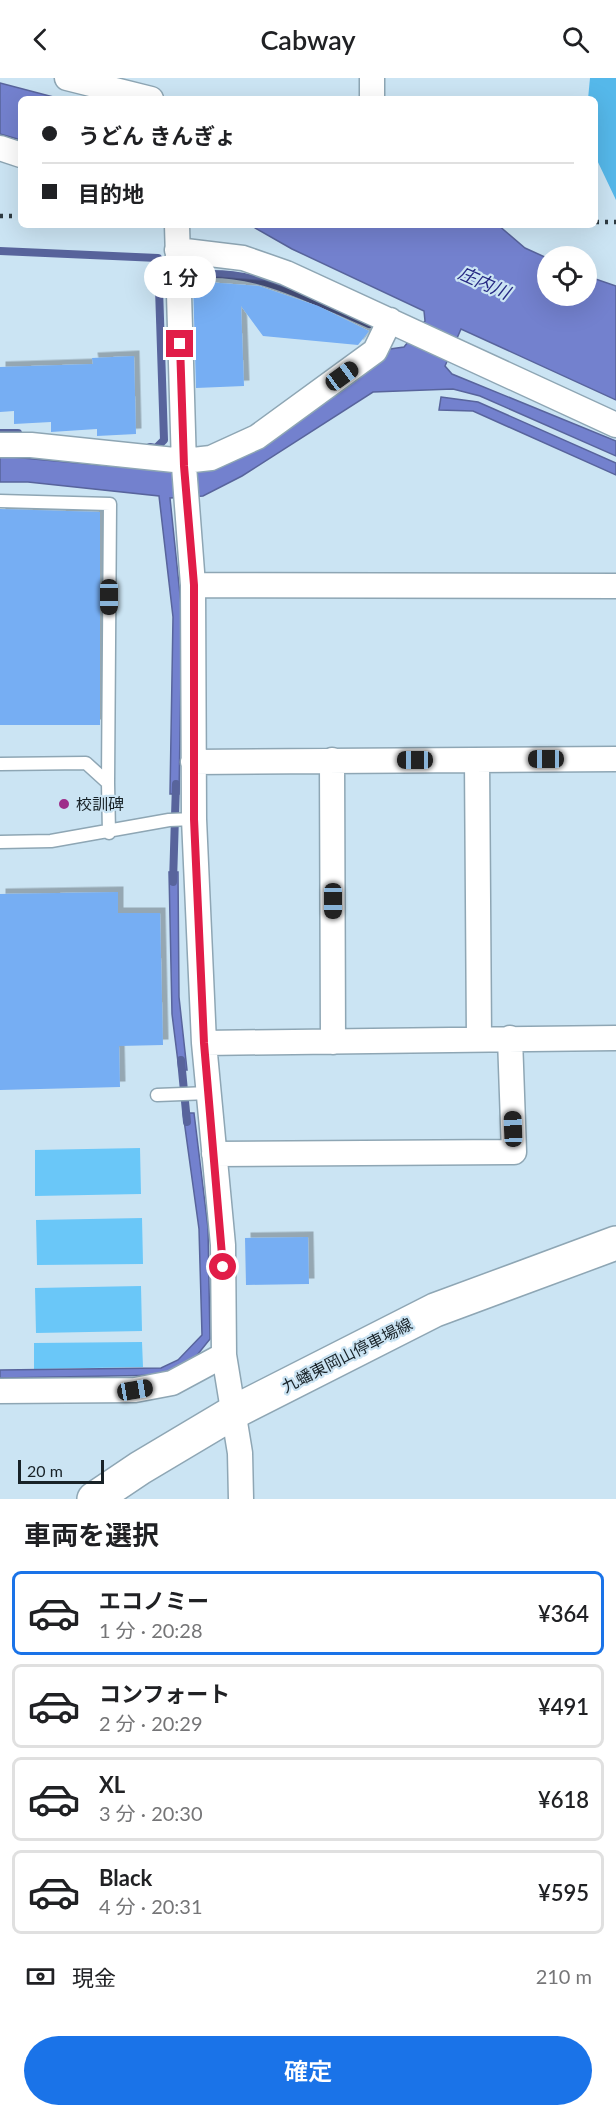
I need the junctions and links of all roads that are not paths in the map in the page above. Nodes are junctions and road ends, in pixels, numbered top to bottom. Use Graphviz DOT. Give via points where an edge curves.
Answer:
graph roads {
  1 [pos="67,78"];
  2 [pos="372,78"];
  3 [pos="139,96"];
  4 [pos="372,96"];
  5 [pos="0,148"];
  6 [pos="18,153"];
  7 [pos="177,228"];
  8 [pos="177,250"];
  9 [pos="386,328"];
  10 [pos="616,425"];
  11 [pos="0,445"];
  12 [pos="184,464"];
  13 [pos="0,501"];
  14 [pos="194,585"];
  15 [pos="616,586"];
  16 [pos="332,759"];
  17 [pos="616,759"];
  18 [pos="477,760"];
  19 [pos="193,762"];
  20 [pos="0,764"];
  21 [pos="108,783"];
  22 [pos="189,819"];
  23 [pos="109,832"];
  24 [pos="0,842"];
  25 [pos="510,1038"];
  26 [pos="616,1038"];
  27 [pos="479,1039"];
  28 [pos="333,1042"];
  29 [pos="204,1043"];
  30 [pos="202,1093"];
  31 [pos="157,1095"];
  32 [pos="214,1155"];
  33 [pos="616,1243"];
  34 [pos="224,1354"];
  35 [pos="0,1391"];
  36 [pos="234,1412"];
  37 [pos="94,1499"];
  38 [pos="241,1499"];
  1 -- 3 [label="street"];
  2 -- 4 [label="street"];
  5 -- 6 [label="street"];
  7 -- 8 [label="street"];
  8 -- 9 [label="street" via="243,258 286,273"];
  8 -- 12 [label="street"];
  9 -- 10 [label="street" via="412,330"];
  9 -- 12 [label="street" via="375,351 257,437 211,458"];
  11 -- 12 [label="street" via="31,445"];
  12 -- 14 [label="street"];
  13 -- 21 [label="lane" via="110,504"];
  14 -- 15 [label="street"];
  14 -- 19 [label="street"];
  16 -- 18 [label="street"];
  16 -- 19 [label="street"];
  16 -- 28 [label="street"];
  17 -- 18 [label="street"];
  18 -- 27 [label="street"];
  19 -- 22 [label="street"];
  20 -- 21 [label="lane" via="86,763"];
  21 -- 23 [label="lane"];
  22 -- 23 [label="lane"];
  22 -- 29 [label="street"];
  23 -- 24 [label="lane" via="51,841"];
  25 -- 26 [label="street"];
  25 -- 27 [label="street"];
  25 -- 32 [label="street" via="514,1152"];
  27 -- 28 [label="street"];
  28 -- 29 [label="street"];
  29 -- 30 [label="street"];
  30 -- 31 [label="lane"];
  30 -- 32 [label="street"];
  32 -- 34 [label="street" via="223,1245"];
  33 -- 36 [label="main road, 九蟠東岡山停車場線" via="435,1310"];
  34 -- 35 [label="street" via="172,1383 135,1390"];
  34 -- 36 [label="street"];
  36 -- 37 [label="main road, 九蟠東岡山停車場線"];
  36 -- 38 [label="street"];
}
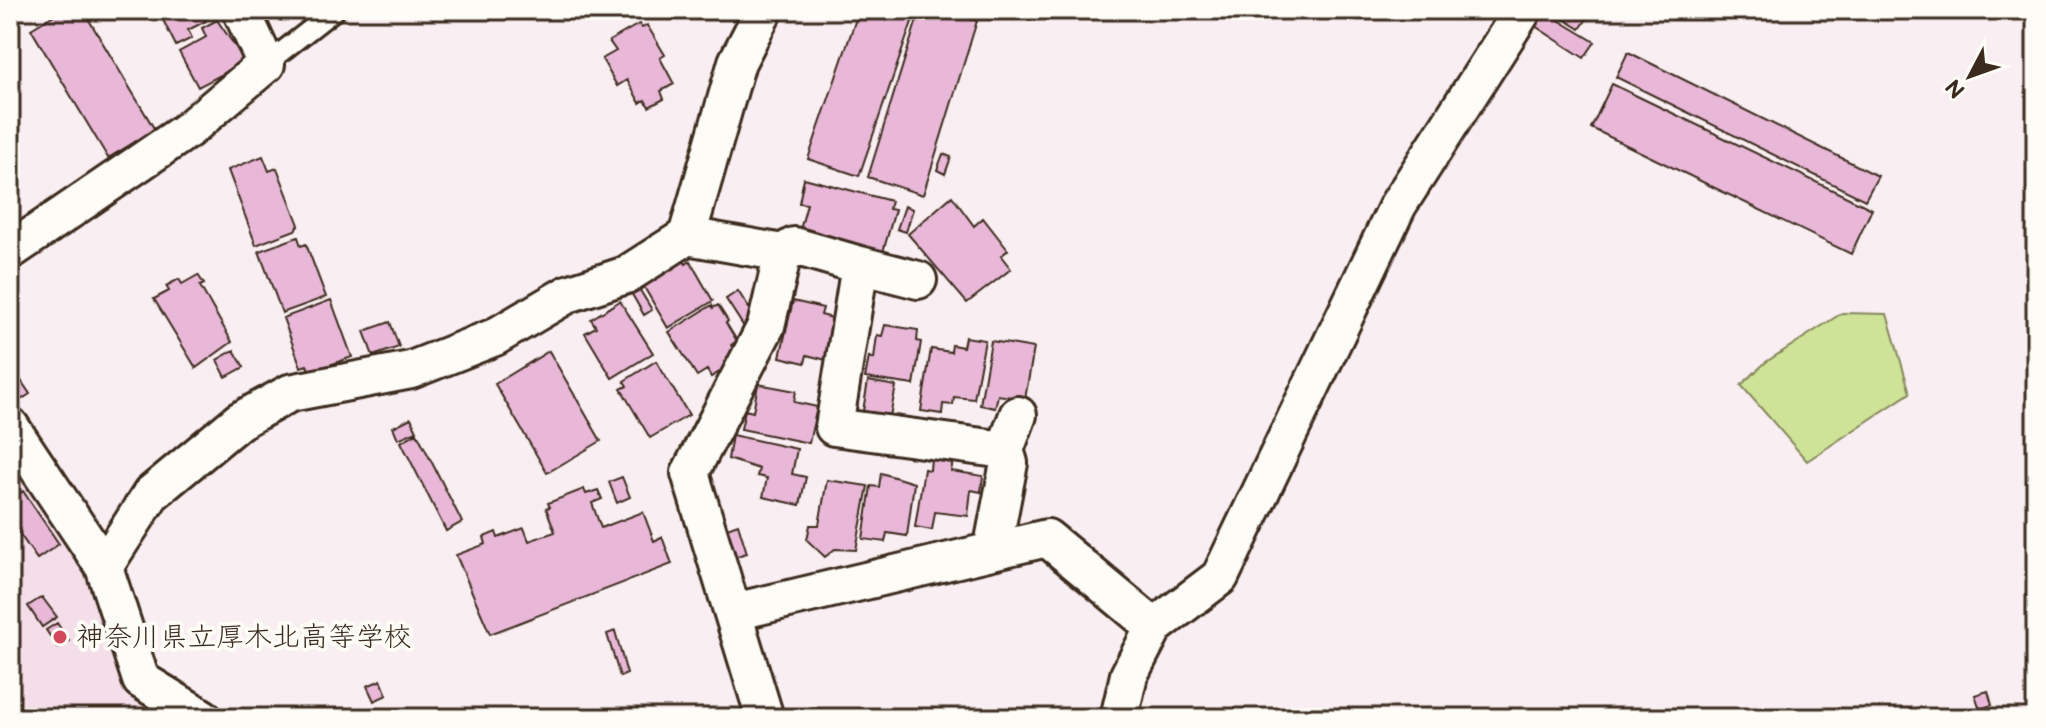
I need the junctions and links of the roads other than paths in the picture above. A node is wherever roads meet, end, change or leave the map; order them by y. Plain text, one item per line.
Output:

• _Activity_
In the listing, how many lines carry the string "links"? Answer with a number only.

• _Exercise output_
2